En effet, c’est un fardeau supplémentaire sur les épaules
d’un père malade. Et être atteint d’une hépatite C peut
aggraver la situation au sein d’une famille. Ce fut le cas
pour Hassan, originaire du Delta. Sa tante a accepté de le
recevoir au Caire afin qu’il prépare son dossier de
recrutement à la Société des entrepreneurs arabes. Hassan a
découvert qu’il était atteint du virus C en faisant ses
analyses de sang et il a tenu à dire à ses proches qu’en
raison de cette contamination, il n’allait probablement pas
être recruté dans cette société. « Du coup, mon cousin ne
voulait plus dormir dans la même chambre que moi et ma tante
a commencé à me servir mes repas à part », dit Hassan qui a
reçu plusieurs chocs à la fois.
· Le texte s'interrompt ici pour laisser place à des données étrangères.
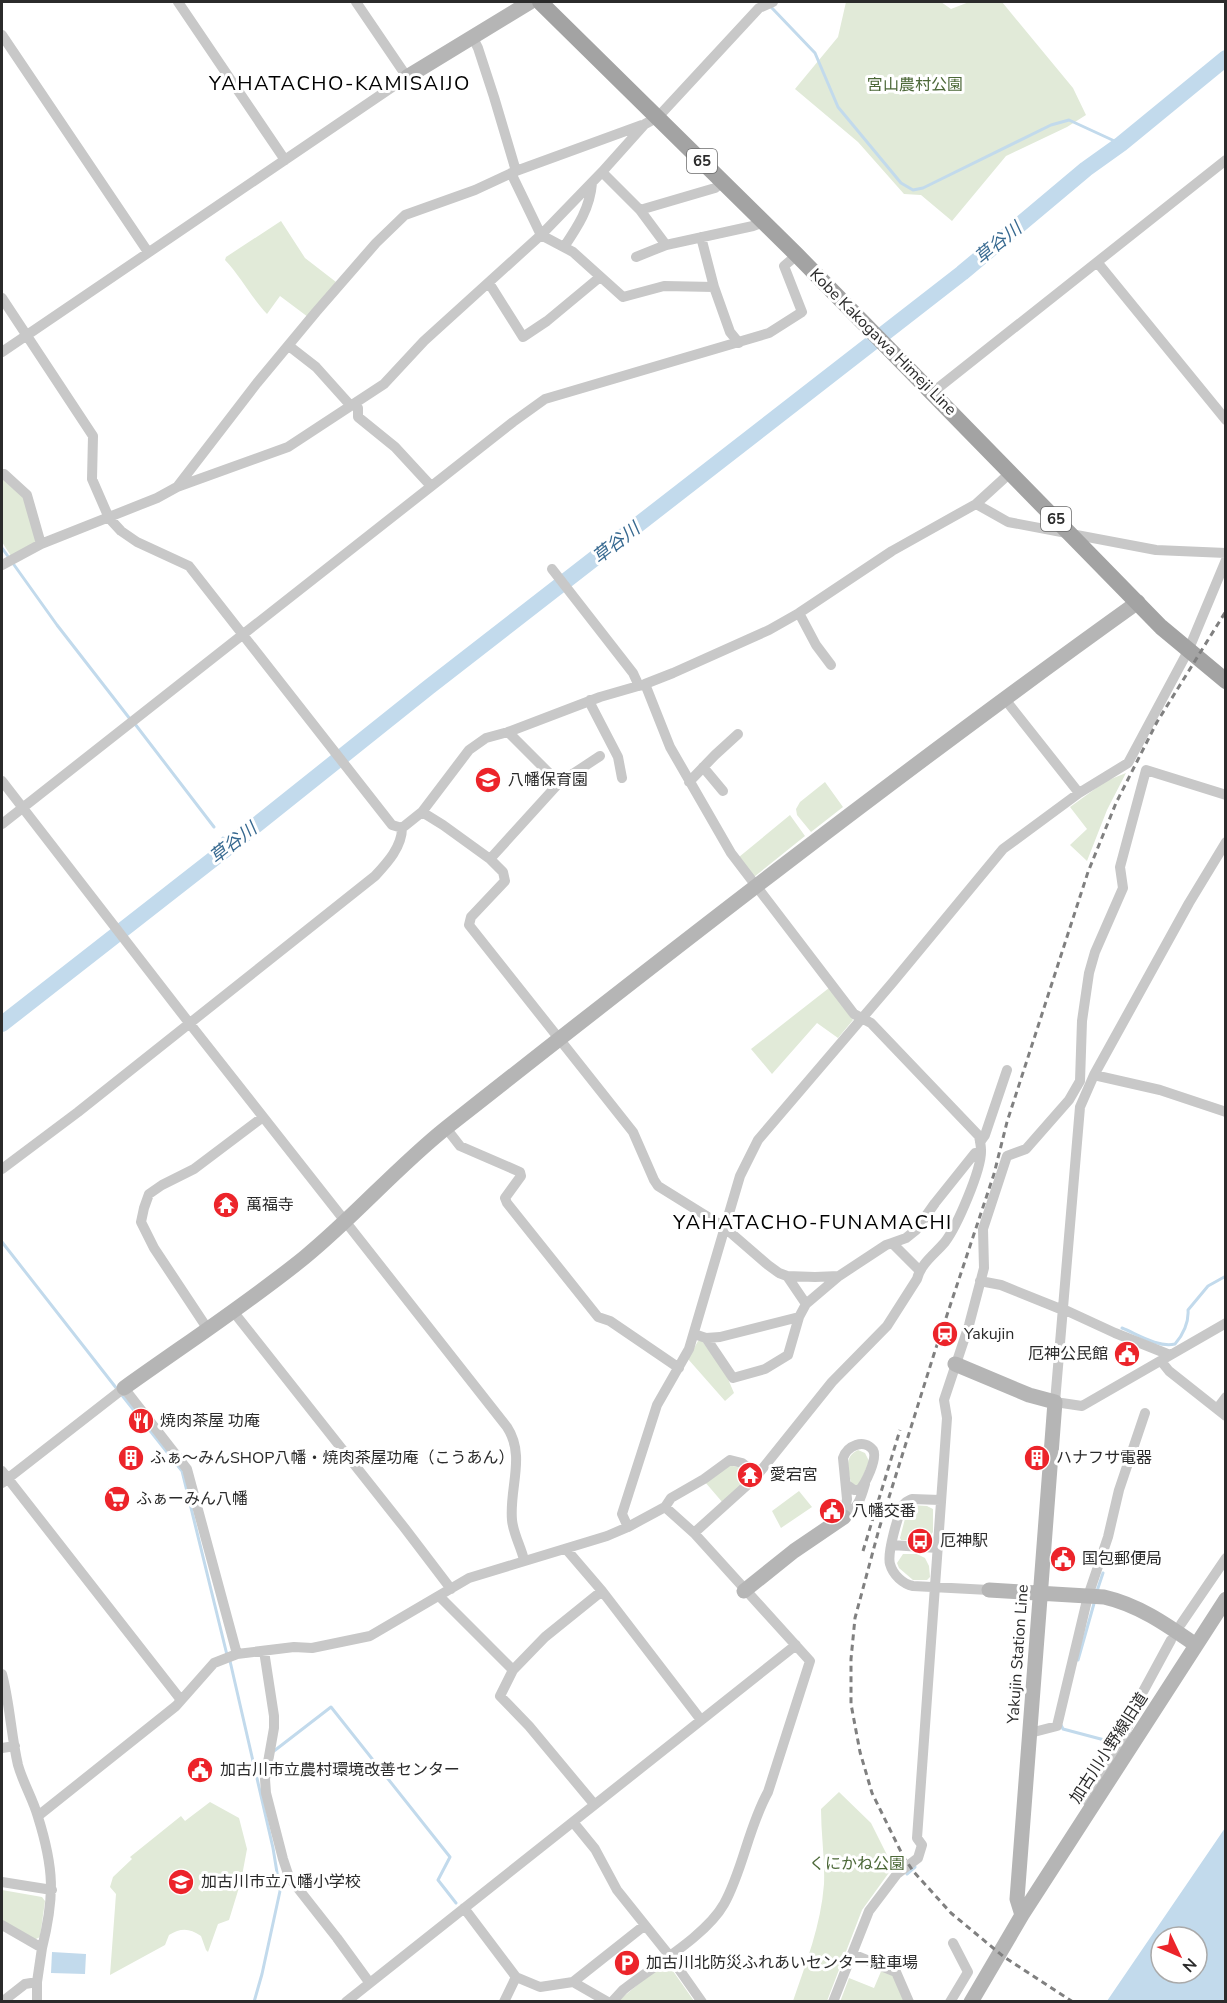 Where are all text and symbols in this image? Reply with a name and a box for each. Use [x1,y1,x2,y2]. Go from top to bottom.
district label: YAHATACHO-KAMISAIJO [208,70,471,97]
park label: 宮山農村公園 [867,74,963,96]
road number: 65 [687,149,717,173]
water label: 草谷川 [969,215,1028,269]
street label: Kobe Kakogawa Himeji Line [805,264,961,420]
road number: 65 [1041,507,1071,531]
water label: 草谷川 [587,516,646,569]
school or university icon: 八幡保育園 [473,765,503,795]
place label: 八幡保育園 [508,769,588,791]
water label: 草谷川 [204,816,263,869]
temple icon: 萬福寺 [211,1190,241,1220]
place label: 萬福寺 [246,1194,294,1216]
district label: YAHATACHO-FUNAMACHI [672,1209,953,1236]
station icon: Yakujin [930,1319,960,1349]
place label: Yakujin [963,1323,1014,1345]
public building icon: 厄神公民館 [1112,1339,1142,1369]
place label: 厄神公民館 [1028,1343,1108,1365]
restaurant icon: 焼肉茶屋 功庵 [126,1406,156,1436]
place label: 焼肉茶屋 功庵 [160,1410,260,1432]
building icon: ふぁ～みんSHOP八幡・焼肉茶屋功庵（こうあん） [116,1443,146,1473]
building icon: ハナフサ電器 [1022,1443,1052,1473]
place label: ふぁ～みんSHOP八幡・焼肉茶屋功庵（こうあん） [150,1447,514,1469]
place label: ハナフサ電器 [1056,1447,1152,1469]
temple icon: 愛宕宮 [735,1460,765,1490]
place label: 愛宕宮 [770,1464,818,1486]
supermarket icon: ふぁーみん八幡 [102,1484,132,1514]
place label: ふぁーみん八幡 [136,1488,248,1510]
public building icon: 八幡交番 [817,1496,847,1526]
place label: 八幡交番 [852,1500,916,1522]
bus stop icon: 厄神駅 [905,1526,935,1556]
place label: 厄神駅 [940,1530,988,1552]
public building icon: 国包郵便局 [1048,1544,1078,1574]
place label: 国包郵便局 [1082,1548,1162,1570]
street label: Yakujin Station Line [1002,1584,1034,1725]
street label: 加古川小野線旧道 [1065,1688,1153,1808]
public building icon: 加古川市立農村環境改善センター [185,1755,215,1785]
place label: 加古川市立農村環境改善センター [220,1759,460,1781]
park label: くにかね公園 [809,1853,905,1875]
school or university icon: 加古川市立八幡小学校 [166,1867,196,1897]
place label: 加古川市立八幡小学校 [201,1871,361,1893]
north arrow [1149,1925,1209,1985]
parking icon: 加古川北防災ふれあいセンター駐車場 [612,1948,642,1978]
place label: 加古川北防災ふれあいセンター駐車場 [646,1952,918,1974]
text: N [1177,1953,1201,1977]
Non seulement il avait perdu
sa chance de travailler, mais en plus il a appris qu’il
était malade et ses proches ne comprenaient pas ce qu’est
une hépatite C. Cette situation a poussé Hassan à cacher à
sa dulcinée le fait qu’il est malade, craignant d’essuyer un
refus de sa part. Se taire est donc devenu la règle d’or
chez certains patients de l’hépatite pour éviter les
mauvaises surprises. Et certains malades qui désirent guérir
rapidement et retrouver leur place dans la société tombent
malheureusement entre les mains de charlatans. « J’étais
comme ce noyé qui cherchait à tout prix à être secouru pour
effacer rapidement les traces de la maladie, je me suis
dirigé vers un médecin qui a prétendu me soigner en deux
mois », souligne Tareq qui a été
victime d’escroquerie. Ce soi-disant médecin lui a pris 3
000 L.E. et il n’a pas été guéri.
D’après Dr Khaled Montasser,
dermatovénérologue et
présentateur d’une émission médicale sur la chaîne
Dream, il faut commencer à
sensibiliser la société autour de cette maladie. Créer une
chaîne médicale qui explique la réalité de la maladie et ses
dimensions pourrait être la bonne solution. « Inclure dans
le programme scolaire des leçons sur la maladie serait
souhaitable », conclut-il, tout en mettant l’accent sur
l’importance de lancer une campagne médiatique sur les
droits de ces malades de plus en plus marginalisés.